Released via Warner Music Australia, the album captured BOY SODA at 27, pulling apart the emotional weight of adulthood with warmth, honesty, and full musical colour.
“This is the story of me and how I think and love at 27,” he told Rolling Stone AU/NZ. “Soulstar expresses that with emotional truth.”

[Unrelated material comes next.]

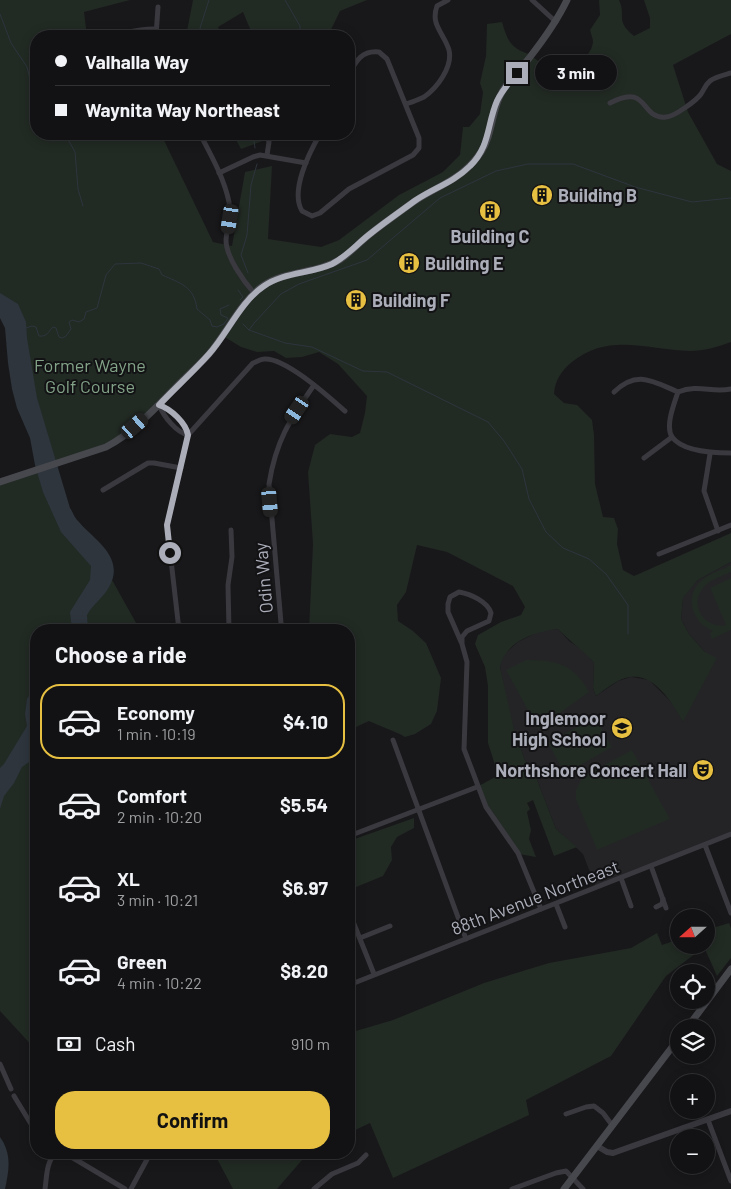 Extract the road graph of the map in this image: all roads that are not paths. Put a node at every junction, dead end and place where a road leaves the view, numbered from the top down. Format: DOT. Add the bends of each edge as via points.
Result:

That truth resonated. The funky R&B single “Lil’ Obsession” became a breakout moment, racking up millions of streams worldwide and securing BOY SODA his first ARIA Award, taking home Best Soul/R&B Release last year. Its success carried into a sold-out debut album tour, followed by the 2026 ‘Lil’ Obsession’ tour across Melbourne, Brisbane, and Sydney.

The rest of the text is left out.